Metaphlan output question

Hi everyone,

I am quite inexperienced in Metaphlan, so I am a bit puzzled about one of the outputs when using the flag -t rel_ab_with_read_stats. Using this flag something called ‘estimated reads mapped to known clades’ is written on top of the output. How is this number calculated and what does it actually mean?

This number is also not the same as the estimated number of reads mapping to clade for k_bacteria, which is 100% in my sample. Could it be that it is the estimated number of reads for bacteria without any classification filters applied?

Hope you could help me out.

Kind regards,

Moelong Yu

Hi @Moellie
As metaphlan profiling is based on mapping only to species-specific marker genes, it has to estimate how many of the reads are coming for each of the taxa. To do so, it uses the coverage of the markers multiplied by the median genome length of the species to give that estimation.
For the difference between the reads mapping to bacteria and the first line, if I recall correctly, the first one is the raw number before any QC on the species in the profile while the second one is only calculated on the quality-controlled species

1 Like

Hi @aitor.blancomiguez

Thank you for your reply. So if I interpret this correctly, that would mean that ‘estimated reads mapped to known clades’ means the calculation that you used before QC happens. Would this number be an appropriate way of filtering out samples i.e. only samples with more than 100.000 estimated reads mapped to known clades are considered in by dataset.

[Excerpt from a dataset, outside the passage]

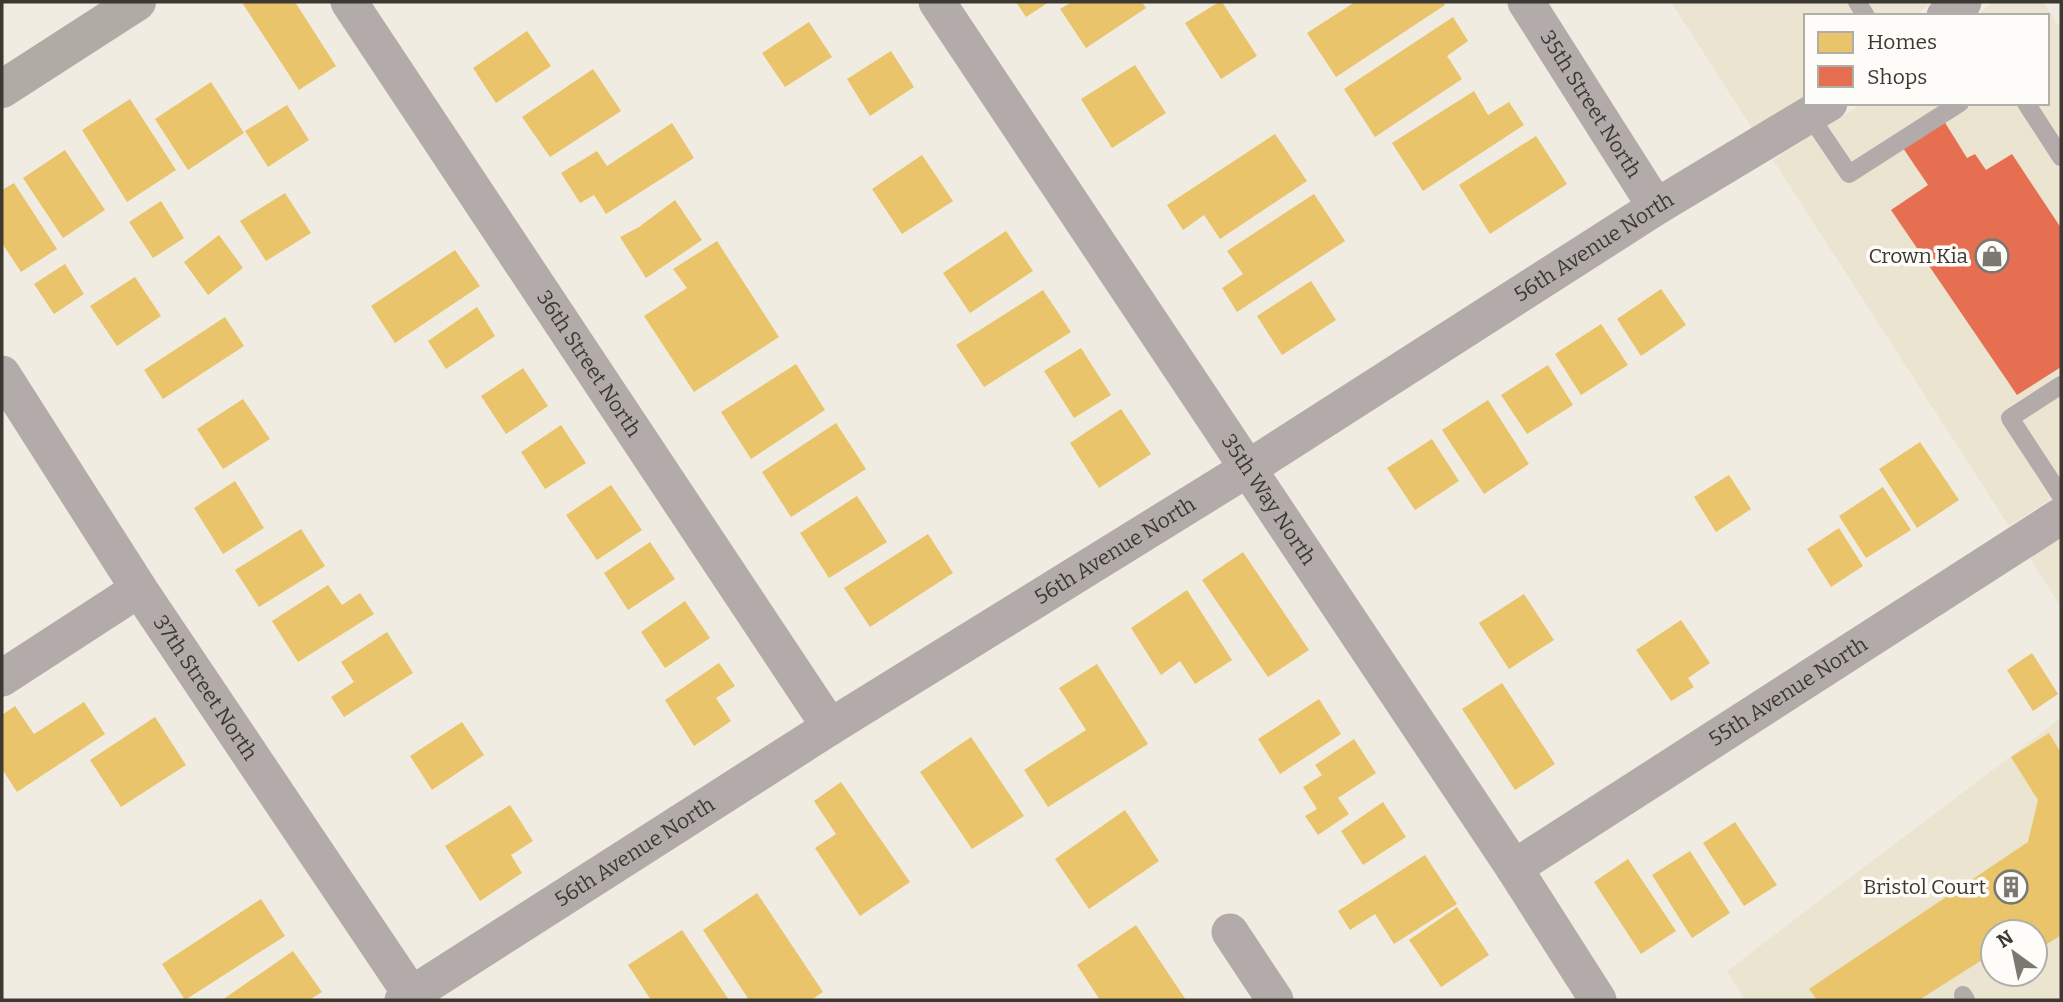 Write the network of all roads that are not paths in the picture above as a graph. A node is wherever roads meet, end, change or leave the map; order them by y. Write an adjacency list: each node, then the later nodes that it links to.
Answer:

And does before quality control mean that if there was just one read mapping to a species-specific marker gene, that species would instantly be identified by Metaphlan. So in a scenario where QC does not happen, only one read mapping to a species-specifc clade marker gene of E.coli, would result in an E.coli identification in the Metaphlan output.

Hi @Moellie
I think this is tricky, filtering out samples by the estimated mapped reads could be problematic in low-characterized environments where most of the reads will not be mapping to the current reference databases. I would rather filter out samples with low sequence coverage.
For QC, MetaPhlAn, by default, needs to find reads mapping to, at least, 20% of the markers available for a species (you can modify this behaviour with the --stat_q parameter). If a species does not pass this filter, it won’t be reported in the profile.

1 Like

Hi @aitor.blancomigue, this was really helpful. Thank you very much for the fast reply.